Intelligence life-cycle mission data planning is necessary to effectively:

  • Derive functional baseline requirements and life-cycle IMD requirements necessary to identify, define, and refine sensors, algorithms and intelligence data needs and trade-offs.
  • Design, develop, test and evaluate IMD-dependent sensors, algorithms, systems, processes and interfaces.
  • Conduct effectiveness analyses and risk assessments.
  • Identify and acquire threat and target parameters that support digital modeling and simulation (see DAG CH 3–2.4.2. Modeling and Simulation).
  • Develop technical performance measures to inform test and evaluation.
  • Inform decision making and science and technology investments for identifying IMD production and collection requirements.
  • Assess system capability and limitations.
  • Ensure system flexibility and agility in response to a dynamic threat and target environment.

Figure 42: Intelligence Mission Data (IMD) Life Cycle Timeline

image depicting the intelligence mission data life cycle timeline across the acquisition phases

The initial Life-Cycle Mission Data Plan (LMDP) is due at Milestone A, with a draft update due at the Development RFP Release Decision Point and approval at Milestone B by the DoD Component (see DoDI 5000.02, Enc 1, Table 2). Additional updates to the LMDP are due at Milestone C and the Full Rate Production/Full Deployment Decision.

DAG CH 7–4.1.3. provides key linkages to the system performance specification (sometimes called the System Requirements Document (SRD)), Systems Engineering Plan (SEP) and Test and Evaluation Master Plan (TEMP).
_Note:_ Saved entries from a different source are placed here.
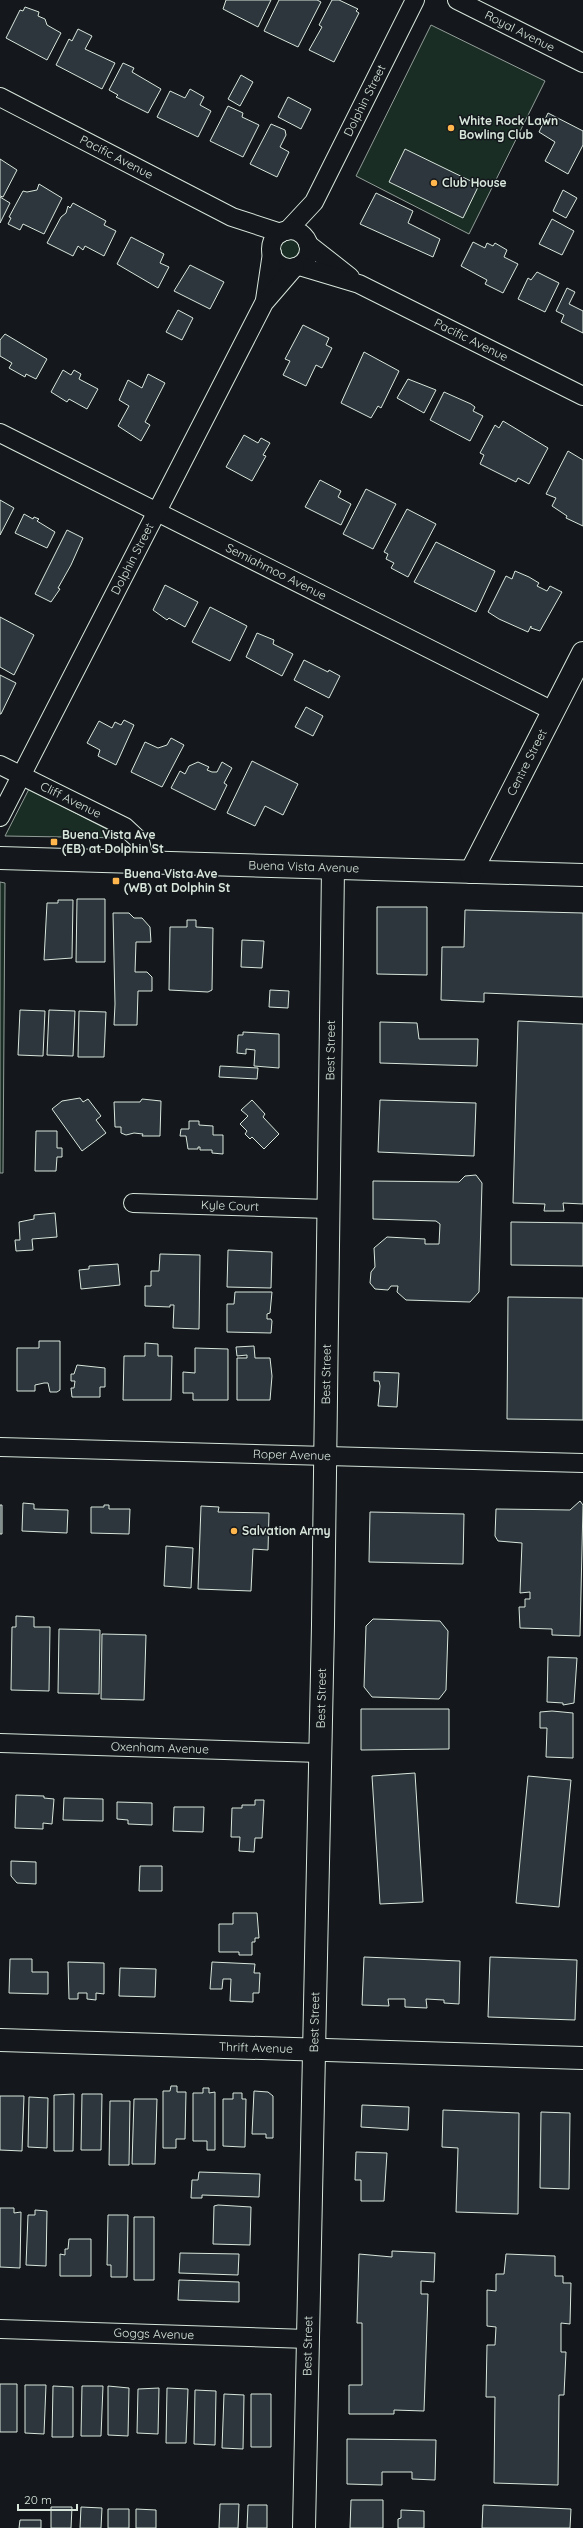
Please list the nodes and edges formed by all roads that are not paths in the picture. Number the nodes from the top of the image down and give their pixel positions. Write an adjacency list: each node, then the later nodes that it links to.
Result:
1 (415, 0): 5 (street, Dolphin Street)
2 (457, 0): 3 (street, Royal Avenue)
3 (583, 63)
4 (0, 97): 6 (street, Pacific Avenue)
5 (314, 202): 7 (street, Dolphin Street); 8 (street, Dolphin Street)
6 (232, 217): 7 (street, Pacific Avenue); 9 (street, Pacific Avenue)
7 (284, 232): 8 (street); 9 (street)
8 (308, 242): 10 (street); 11 (street, Pacific Avenue)
9 (272, 251): 10 (street); 12 (street, Dolphin Street)
10 (297, 266): 11 (street, Pacific Avenue); 12 (street, Dolphin Street)
11 (359, 284): 13 (street, Pacific Avenue)
12 (265, 300): 15 (street, Dolphin Street)
13 (583, 396)
14 (0, 433): 15 (street, Semiahmoo Avenue)
15 (155, 511): 17 (street, Semiahmoo Avenue); 19 (street, Dolphin Street)
16 (583, 653): 17 (street, Centre Street)
17 (553, 710): 24 (street, Centre Street)
18 (0, 765): 19 (street, Cliff Avenue)
19 (21, 776): 20 (street, Dolphin Street); 22 (street, Cliff Avenue)
20 (0, 817)
21 (0, 858): 22 (street, Buena Vista Avenue)
22 (145, 862): 23 (street, Buena Vista Avenue)
23 (333, 868): 24 (street, Buena Vista Avenue); 27 (street, Best Street)
24 (471, 872): 25 (street, Buena Vista Avenue)
25 (583, 875)
26 (133, 1203): 27 (street, Kyle Court)
27 (328, 1209): 29 (street, Best Street)
28 (0, 1447): 29 (street, Roper Avenue)
29 (325, 1456): 30 (street, Roper Avenue); 32 (street, Best Street)
30 (583, 1463)
31 (0, 1743): 32 (street, Oxenham Avenue)
32 (320, 1753): 34 (street, Best Street)
33 (0, 2040): 34 (street, Thrift Avenue)
34 (314, 2050): 35 (street, Thrift Avenue); 37 (street, Best Street)
35 (583, 2058)
36 (0, 2329): 37 (street, Goggs Avenue)
37 (308, 2339): 38 (street, Best Street)
38 (304, 2528)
These three products are directly affected by IMD requirements.


Resources

Key terms

Intelligence Mission Data

Source: DAU Glossary

Statutes, Regulations, Guidance

ACQuipedia Articles

DAU Training Courses

Media

Products and Tasks

Product Tasks
10-12-1: Develop life cycle mission data plan (LMDP)
  1. Identify system functions driving the need for intelligence mission data (IMD), either directly or through derived requirements.
  2. Identify intelligence mission data (IMD) for systems / subsystems / components to be developed, modified, or procured.
  3. Identify potential IMD requirements for inclusion in the life cycle mission data plan (LMDP).
  4. Determine resource requirements for identifying the intelligence signature, and intelligence mission data, production, and collection requirements.
  5. Document IMD resource requirements and submit to decision maker.
  6. Verify IMD-related schedule events are placed on the integrated master schedule (IMS).
  7. Document IMD requirements in the system engineering plan (SEP), acquisition strategy (AS), and test and evaluation master plan (TEMP).
  8. Prepare and submit the draft LMDP to the decision maker for intelligence mission data center (IMDC) action / approval.
10-12-2: Validated intelligence mission data functionality
  1. Receive the approved life cycle mission data plan (LMDP) from the intelligence mission data center (IMDC).
  2. Develop a risk assessment and mitigation plan to address the impact of any intelligence mission data (IMD) shortfalls in the LMDP.
  3. In conjunction with test and evaluation, develop technical performance measures to measure progress in IMD performance.
  4. Identify IMD test requirements for verification and validation of detection and identification functionality.
  5. Determine sensor functionality technical risk, and develop mitigation activities for inclusion in the test and evaluation master plan (TEMP).
  6. Develop acquisition documentation to design, develop, test, and evaluate IMD dependent sensors, systems, processes, and interfaces.
  7. Coordinate estimated IMD delivery requirements with projected test schedules.
  8. Verify IMD reprogramming process is in place to change / over-write IMD assets.
  9. Document validation of IMD requirements, functionality, testing, and delivery schedule, and submit to decision maker for inclusion in the program documentation.